The DNA alphabet just doubled in size. Steven Benner at the Foundation for Applied Molecular Evolution in Florida has published two new functional, artificial nucleobases. This is in addition to two more published previously from his group, and news they are working on a library of 10-12 artificial nucleobases.

In the natural world, DNA is still a four-letter word made up of nucleobases A, G, C, T. Triplets of which encode the 20 standard amino acids which together make up the proteins built in our cells. These nucleobases, codons, and amino acids are found in all life, with minor deviations and few exceptions. The DNA triplet ‘ATG’ encodes methionine in me, you, the apple you’re eating and the bacteria living on it. But there’s redundancy in the triplet code where several can encode the same amino acid. This redundancy can be exploited to introduce novel amino acids.

Synthetic biology has used conventional molecular biology to great effect, giving us the first great example of artificial life from Craig Venter’s lab in the USA. They created a living organism with a minimal genome, Mycobacterium laboratorium. Researchers at Imperial College, London are working on building an essential yeast genome. Outside of redesigning life, another approach is to use its building blocks – DNA, RNA and proteins – to create cell-free machines. Companies like Cell-Free Tech are creating DNA circuits in vitro, removing limiting factors in cell metabolism and toxicity. Novel nucleobases open the door for creating truly artificial organisms.

Benner’s group has been working on artificial nucleobases since the 1980s but making them functional has been a bigger challenge. Researchers at the Scripps Institute, California, created two novel nucleobases – dubbed X and Y – and successfully incorporated them into a living cell where they have been read and translated into amino acids. Benner’s group previously constructed nucleobases P and Z and their latest additions are known as S and B. The development of so many artificial nucleobases has led to researchers asking ‘Is a bigger code really better?’ The number of applications indicates that answer is yes.

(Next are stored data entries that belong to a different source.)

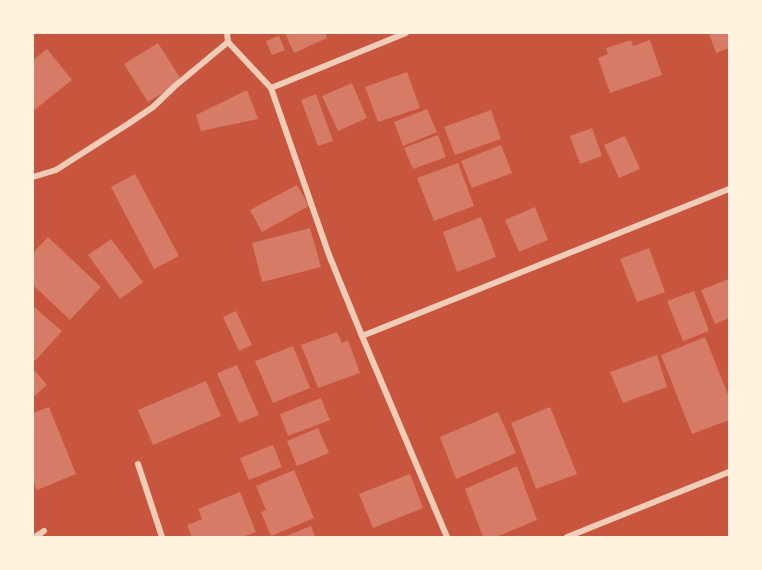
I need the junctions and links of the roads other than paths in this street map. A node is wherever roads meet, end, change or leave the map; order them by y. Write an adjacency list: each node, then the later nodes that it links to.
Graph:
1 (227, 33): 3 (street)
2 (406, 33): 4 (street)
3 (228, 42): 4 (street); 5 (street)
4 (271, 88): 7 (street)
5 (33, 177)
6 (729, 189): 7 (street)
7 (362, 336): 13 (street)
8 (138, 464): 12 (street)
9 (729, 472): 14 (street)
10 (44, 531): 11 (street)
11 (35, 537)
12 (162, 537)
13 (447, 537)
14 (567, 537)

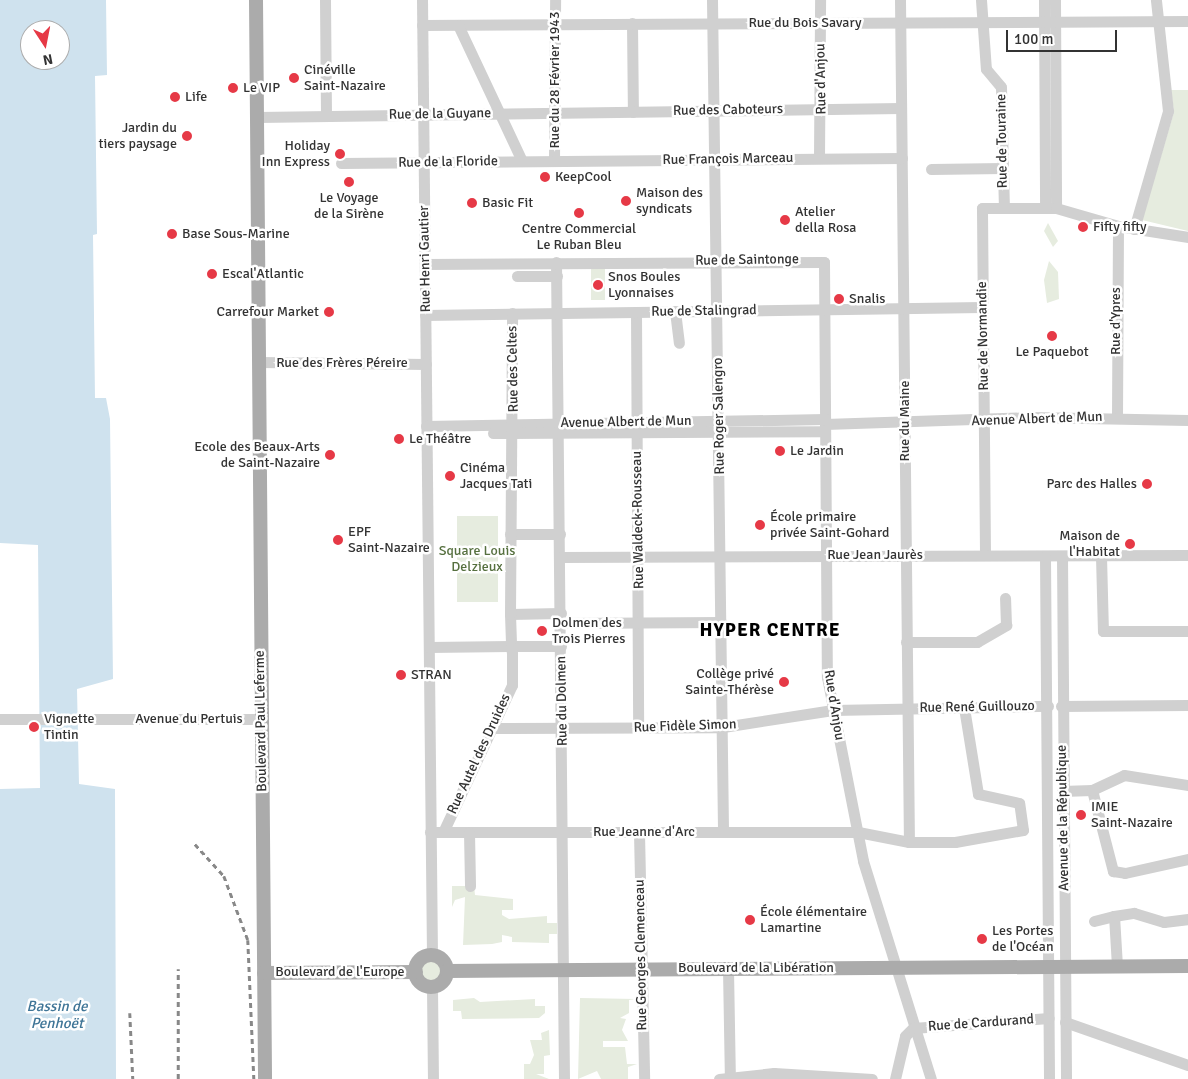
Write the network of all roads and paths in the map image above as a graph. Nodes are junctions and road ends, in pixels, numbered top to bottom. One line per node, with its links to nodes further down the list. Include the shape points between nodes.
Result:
1 (256, 0): 31 (main road, Boulevard Paul Leferme)
2 (325, 0): 30 (street)
3 (422, 0): 21 (street, Rue Henri Gautier)
4 (555, 0): 19 (street, Rue du 28 Février 1943)
5 (712, 0): 17 (street, Rue Roger Salengro)
6 (820, 0): 18 (street, Rue d'Anjou)
7 (900, 0): 14 (street, Rue du Maine)
8 (981, 0): 15 (street, Rue de Touraine)
9 (1044, 0): 16 (street)
10 (1055, 0): 16 (street)
11 (1156, 0): 12 (street)
12 (1157, 21): 13 (street, Rue du Bois Savary); 16 (street, Rue du Bois Savary); 44 (street, via 1168,111)
13 (1188, 21)
14 (901, 22): 15 (street, Rue du Bois Savary); 18 (street, Rue du Bois Savary); 23 (street, Rue du Maine)
15 (982, 22): 16 (street, Rue du Bois Savary); 39 (street, Rue de Touraine, via 986,69 1001,86)
16 (1050, 22): 42 (street)
17 (713, 23): 18 (street, Rue du Bois Savary); 20 (street, Rue du Bois Savary); 25 (street, Rue Roger Salengro)
18 (820, 23): 24 (street, Rue d'Anjou)
19 (556, 24): 20 (street, Rue du Bois Savary); 22 (street, Rue du Bois Savary); 26 (street, Rue du 28 Février 1943)
20 (632, 24): 27 (street)
21 (422, 25): 22 (street, Rue du Bois Savary); 29 (street, Rue Henri Gautier)
22 (458, 25): 28 (street)
23 (902, 108): 24 (street, Rue des Caboteurs); 33 (street, Rue du Maine)
24 (819, 109): 25 (street, Rue des Caboteurs); 32 (street, Rue d'Anjou)
25 (715, 110): 27 (street, Rue des Caboteurs); 34 (street, Rue Roger Salengro)
26 (554, 112): 27 (street, Rue des Caboteurs); 28 (street, Rue de la Guyane); 36 (street, Rue du 28 Février 1943)
27 (633, 112)
28 (500, 113): 29 (street, Rue de la Guyane); 35 (street)
29 (423, 114): 30 (street, Rue de la Guyane); 37 (street, Rue Henri Gautier)
30 (326, 115): 31 (street, Rue de la Guyane)
31 (258, 117): 62 (main road, Boulevard Paul Leferme)
32 (819, 158): 33 (street, Rue François Marceau); 34 (street, Rue François Marceau)
33 (902, 158): 52 (street, Rue du Maine)
34 (716, 160): 36 (street, Rue François Marceau); 47 (street, Rue Roger Salengro)
35 (522, 161): 36 (street, Rue de la Floride); 37 (street, Rue de la Floride)
36 (554, 161)
37 (424, 162): 38 (street, Rue de la Floride); 49 (street, Rue Henri Gautier)
38 (341, 163)
39 (1003, 168): 40 (street); 41 (street, Rue de Touraine)
40 (931, 169)
41 (1004, 208): 42 (street); 59 (street, Rue de Normandie, via 982,208)
42 (1050, 208): 43 (street)
43 (1118, 226): 44 (street); 64 (street, Rue d'Ypres)
44 (1134, 229): 45 (street)
45 (1188, 237)
46 (818, 260): 47 (street, Rue de Saintonge); 53 (street, Rue d'Anjou, via 824,262)
47 (717, 261): 48 (street, Rue de Saintonge); 55 (street, Rue Roger Salengro)
48 (556, 262): 49 (street, Rue de Saintonge); 51 (street, Rue du Dolmen)
49 (425, 264): 60 (street, Rue Henri Gautier)
50 (517, 276): 51 (street)
51 (557, 276): 58 (street, Rue du Dolmen)
52 (904, 308): 53 (street, Rue de Stalingrad); 59 (street, Rue de Stalingrad); 67 (street, Rue du Maine)
53 (821, 309): 55 (street, Rue de Stalingrad); 68 (street, Rue d'Anjou)
54 (676, 311): 55 (street, Rue de Stalingrad); 56 (street, Rue de Stalingrad); 61 (street)
55 (718, 311): 69 (street, Rue Roger Salengro)
56 (636, 312): 58 (street, Rue de Stalingrad); 70 (street, Rue Waldeck-Rousseau)
57 (512, 313): 58 (street, Rue de Stalingrad); 60 (street, Rue de Stalingrad); 71 (street, Rue des Celtes)
58 (558, 313): 72 (street, Rue du Dolmen)
59 (982, 313): 65 (street, Rue de Normandie)
60 (425, 315): 63 (street, Rue Henri Gautier)
61 (679, 343)
62 (259, 362): 63 (street, Rue des Frères Péreire); 103 (main road, Boulevard Paul Leferme)
63 (426, 364): 73 (street, Rue Henri Gautier)
64 (1117, 417): 65 (street, Avenue Albert de Mun); 66 (street, Avenue Albert de Mun, via 1127,421)
65 (984, 419): 67 (street, Avenue Albert de Mun); 76 (street, Rue de Normandie)
66 (1188, 420)
67 (904, 423): 68 (street, Avenue Albert de Mun); 77 (street, Rue du Maine)
68 (825, 425): 69 (street, Avenue Albert de Mun); 81 (street, Rue d'Anjou)
69 (719, 426): 70 (street, Avenue Albert de Mun); 80 (street, Rue Roger Salengro)
70 (638, 428): 72 (street, Avenue Albert de Mun); 84 (street, Rue Waldeck-Rousseau)
71 (511, 429): 72 (street, Avenue Albert de Mun); 73 (street, Avenue Albert de Mun); 74 (street, Rue des Celtes)
72 (559, 429): 75 (street, Rue du Dolmen)
73 (426, 430): 95 (street, Rue Henri Gautier)
74 (510, 534): 75 (street); 87 (street, Rue Autel des Druides)
75 (560, 534): 85 (street, Rue du Dolmen)
76 (985, 554): 77 (street, Rue Jean Jaurès); 78 (street, Rue Jean Jaurès)
77 (906, 555): 81 (street, Rue Jean Jaurès); 92 (street, Rue du Maine)
78 (1042, 555): 82 (street, Rue Jean Jaurès); 97 (street, Avenue de la République)
79 (1188, 555): 83 (street, Rue Jean Jaurès)
80 (720, 556): 81 (street, Rue Jean Jaurès); 84 (street, Rue Jean Jaurès); 90 (street, Rue Roger Salengro)
81 (826, 556): 101 (street, Rue d'Anjou, via 827,677)
82 (1062, 556): 83 (street, Rue Jean Jaurès); 98 (street, Avenue de la République)
83 (1101, 556): 91 (street, via 1103,631)
84 (639, 557): 85 (street, Rue Jean Jaurès); 89 (street, Rue Waldeck-Rousseau)
85 (560, 558): 88 (street, Rue du Dolmen)
86 (1005, 598): 92 (street, via 1006,625 978,642)
87 (510, 614): 88 (street); 93 (street, Rue Autel des Druides)
88 (561, 618): 89 (street); 94 (street, Rue du Dolmen)
89 (639, 622): 90 (street); 107 (street, Rue Waldeck-Rousseau)
90 (721, 622): 104 (street, Rue Roger Salengro)
91 (1188, 631)
92 (906, 642): 99 (street, Rue du Maine)
93 (511, 646): 94 (street); 95 (street); 105 (street, Rue Autel des Druides, via 512,685)
94 (561, 646): 106 (street, Rue du Dolmen)
95 (429, 647): 111 (street, Rue Henri Gautier)
96 (1188, 705): 98 (street)
97 (1048, 706): 100 (street, Rue René Guillouzo); 125 (street, Avenue de la République)
98 (1061, 706): 110 (street, Avenue de la République)
99 (907, 708): 100 (street, Rue René Guillouzo); 101 (street, Rue Fidèle Simon); 118 (street, Rue du Maine)
100 (964, 708): 118 (street, Rue Jeanne d'Arc, via 978,794 1019,803 1023,830 956,842)
101 (833, 710): 104 (street, Rue Fidèle Simon); 117 (street, Rue d'Anjou)
102 (0, 719): 103 (street, Avenue du Pertuis)
103 (261, 719): 135 (main road, Boulevard Paul Leferme)
104 (723, 726): 107 (street, Rue Fidèle Simon); 116 (street, Rue Roger Salengro)
105 (491, 728): 106 (street, Rue Fidèle Simon); 112 (street, Rue Autel des Druides)
106 (563, 728): 107 (street, Rue Fidèle Simon); 114 (street, Rue du Dolmen)
107 (638, 728)
108 (1188, 786): 109 (street, via 1124,775)
109 (1092, 790): 110 (street); 119 (street, via 1108,866 1118,873)
110 (1062, 792): 126 (street, Avenue de la République)
111 (430, 832): 112 (street, Rue Jeanne d'Arc); 124 (street, Rue Henri Gautier)
112 (443, 832): 113 (street, Rue Jeanne d'Arc)
113 (470, 832): 114 (street, Rue Jeanne d'Arc); 120 (street)
114 (562, 832): 115 (street, Rue Jeanne d'Arc); 132 (street, Rue du Dolmen)
115 (639, 832): 116 (street, Rue Jeanne d'Arc); 130 (street, Rue Georges Clemenceau)
116 (723, 832): 117 (street, Rue Jeanne d'Arc)
117 (858, 832): 118 (street, Rue Jeanne d'Arc); 129 (street, Rue d'Anjou)
118 (909, 842)
119 (1188, 859)
120 (470, 886)
121 (1114, 916): 122 (street, via 1134,913 1164,922); 123 (street); 127 (street)
122 (1188, 919)
123 (1094, 921)
124 (432, 955): 133 (main road, via 441,958); 134 (main road, via 420,960)
125 (1042, 966): 126 (main road, Boulevard de la Libération); 129 (main road, Boulevard de la Libération); 137 (street, Avenue de la République)
126 (1064, 966): 127 (main road, Boulevard de la Libération); 138 (street, Avenue de la République)
127 (1117, 966): 128 (main road, Boulevard de la Libération)
128 (1188, 966)
129 (894, 967): 131 (main road, Boulevard de la Libération); 139 (street, Rue d'Anjou)
130 (642, 969): 131 (main road, Boulevard de la Libération); 132 (main road, Boulevard de la Libération); 146 (street, Rue Georges Clemenceau)
131 (728, 969): 142 (street)
132 (563, 970): 133 (main road, Boulevard de la Libération); 145 (street, Rue du Dolmen)
133 (447, 971): 136 (main road, via 441,984)
134 (416, 972): 135 (main road, Boulevard de l'Europe); 136 (main road, via 423,984)
135 (264, 973): 143 (main road, Boulevard Paul Leferme)
136 (432, 987): 144 (street)
137 (1049, 1018): 139 (street, Rue de Cardurand); 150 (street, Avenue de la République)
138 (1064, 1022): 140 (street); 151 (street, Avenue de la République)
139 (914, 1028): 148 (street, via 905,1036); 149 (street, Rue d'Anjou)
140 (1188, 1065)
141 (799, 1077): 142 (street); 147 (street)
142 (726, 1078)
143 (265, 1079)
144 (432, 1079)
145 (564, 1079)
146 (644, 1079)
147 (872, 1079)
148 (895, 1079)
149 (931, 1079)
150 (1049, 1079)
151 (1066, 1079)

Where the language of life is universal, a secret code comes in quite handy – foremost where biosecurity is concerned. GMOs spark undue fear, one of which concerns uncontrolled growth in local ecosystems. In terms of control, exotic DNA can come in handy. Plants or animals encoding novel nucleobases are incompatible with those found in nature. Should pollen from GMO corn or a spider silk-producing goat escape into the wild, the public can rest assured that their modified genes will not be propagated.

Another major application for artificial nucleobases is data storage. Microsoft sees DNA has the potential data storage for the future, a vision supported by leaders in the field such as Bill Peck, CTO of Twist Bioscience. He’s fond of mentioning that the world’s data (1.8 zettabytes), stored in a DNA hard drive, would fit into a teaspoon. You can imagine the capacity of that data storage with Benner’s 12-letter system.

A natural extension of artificial DNA is the ability to encode more amino acids. Novel amino acids have already been incorporated into proteins by essentially taping over redundant DNA code, allowing novel therapeutics that enhance specificity and impart new functions. Using standard DNA, only a handful of novel amino acids could be incorporated into a cell for production. With xeno DNA bases, that number increases exponentially with every new base added. The next big step in engineering biology will be a truly synthetic organism, entirely encoded with xeno DNA and artificial amino acids.